The way Doctor Who is attempting to feed the desire for story arcs is to have each arc focus on the Doctor’s companions. The Doctor is a character who cannot develop. His very nature is static and immutable, because we know next to nothing about him, and because he knows almost everything about everything already. He is the linchpin of the series, the solution to every problem, the answer to every question. When he says, “I don’t know,” it isn’t because he can’t solve something, it’s because the story needs to be dragged out a bit. He cannot grow, because he is already at the end of his story in many ways, and his existence is solely as a catalyst: he changes everything around him while remaining the Doctor.
This approach is leading to a serial special snowflake effect.

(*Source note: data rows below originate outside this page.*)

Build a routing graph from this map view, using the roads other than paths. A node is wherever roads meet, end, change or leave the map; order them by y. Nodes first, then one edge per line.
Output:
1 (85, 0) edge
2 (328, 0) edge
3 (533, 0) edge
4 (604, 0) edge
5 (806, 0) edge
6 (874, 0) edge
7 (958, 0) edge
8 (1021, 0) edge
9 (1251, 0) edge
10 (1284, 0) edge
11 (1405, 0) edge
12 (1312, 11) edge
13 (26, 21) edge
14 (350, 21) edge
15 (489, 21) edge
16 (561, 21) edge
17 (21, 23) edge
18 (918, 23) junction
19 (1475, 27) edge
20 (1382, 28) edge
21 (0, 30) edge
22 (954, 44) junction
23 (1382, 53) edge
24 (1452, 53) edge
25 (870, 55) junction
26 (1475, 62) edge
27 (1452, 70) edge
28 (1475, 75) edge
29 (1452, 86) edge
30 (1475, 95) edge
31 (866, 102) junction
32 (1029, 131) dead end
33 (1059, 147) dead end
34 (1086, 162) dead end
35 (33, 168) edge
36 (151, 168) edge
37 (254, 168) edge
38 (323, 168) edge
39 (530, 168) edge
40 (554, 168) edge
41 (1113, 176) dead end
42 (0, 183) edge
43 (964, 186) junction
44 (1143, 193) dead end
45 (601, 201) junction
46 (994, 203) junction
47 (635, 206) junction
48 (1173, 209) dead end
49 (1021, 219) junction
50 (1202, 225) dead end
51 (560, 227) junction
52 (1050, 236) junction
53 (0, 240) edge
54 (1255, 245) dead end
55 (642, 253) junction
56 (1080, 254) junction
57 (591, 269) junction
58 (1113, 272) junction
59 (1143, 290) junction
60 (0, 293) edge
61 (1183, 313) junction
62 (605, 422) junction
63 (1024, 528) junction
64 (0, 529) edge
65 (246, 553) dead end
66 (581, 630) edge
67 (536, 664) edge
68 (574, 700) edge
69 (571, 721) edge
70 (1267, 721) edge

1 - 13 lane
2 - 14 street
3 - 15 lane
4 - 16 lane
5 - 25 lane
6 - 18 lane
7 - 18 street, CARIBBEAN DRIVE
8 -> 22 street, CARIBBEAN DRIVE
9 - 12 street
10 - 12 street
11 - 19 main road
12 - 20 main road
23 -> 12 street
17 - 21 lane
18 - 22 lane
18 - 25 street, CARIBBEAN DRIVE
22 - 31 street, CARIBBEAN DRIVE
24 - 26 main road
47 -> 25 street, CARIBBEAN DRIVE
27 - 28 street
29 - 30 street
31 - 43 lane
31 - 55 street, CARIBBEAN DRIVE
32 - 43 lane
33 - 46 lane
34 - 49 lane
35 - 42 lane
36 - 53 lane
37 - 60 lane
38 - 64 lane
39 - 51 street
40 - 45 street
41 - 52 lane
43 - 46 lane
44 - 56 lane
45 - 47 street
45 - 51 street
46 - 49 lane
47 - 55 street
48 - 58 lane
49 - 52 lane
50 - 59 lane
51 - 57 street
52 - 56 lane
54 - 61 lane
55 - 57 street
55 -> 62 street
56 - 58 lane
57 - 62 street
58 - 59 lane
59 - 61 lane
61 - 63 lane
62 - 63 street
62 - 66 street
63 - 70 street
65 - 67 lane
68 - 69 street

We cannot have story arcs about places or times, because neither remain with the TARDIS. The only option is to arc on the companions, and so everyone picked up since 2005 has been a unique and beautiful creature who is somehow the most amazing thing since sliced bread. Rose turned into a demi-god. Martha turns into a super-awesome doctor. Donna turns into a super-genius (then has all her development undone, wasting everyone’s time). Amy saves the entire universe. Clara’s the Impossible Girl. Gone are the days when a companion joins the TARDIS, has an awfully big adventure, then randomly decides to leave when their actor quits.
What do we do? We blame RTD. Or Moffat. Or David Tennant or Matt Smith or Billie Piper or Jenna-Louise Coleman… Anything but accept the fact that Doctor Who is different now. It isn’t about taking four episodes to explore a single story and then move on after saving a few lives; it’s about dashing in, saving the day, and uncovering a little bit more about the companion du jour.
The writer’s challenge isn’t only to give an audience entertainment, it’s also to avoid giving you what you want. The moment you get what you’ve been waiting for, your investment in a show is over. You wanted Scully and Mulder to get together, but the moment they did? Pfft, the magic is gone. You wanted SG-1 to defeat the Goa’uld, but when they do? You just can’t swap in another bad guy. It doesn’t work.
If you keep expecting instalments to get bigger, better, more awesome, there’s only one way it can end. And if you want New to be exactly like Old, there’s only going to be bitter, angry disappointment.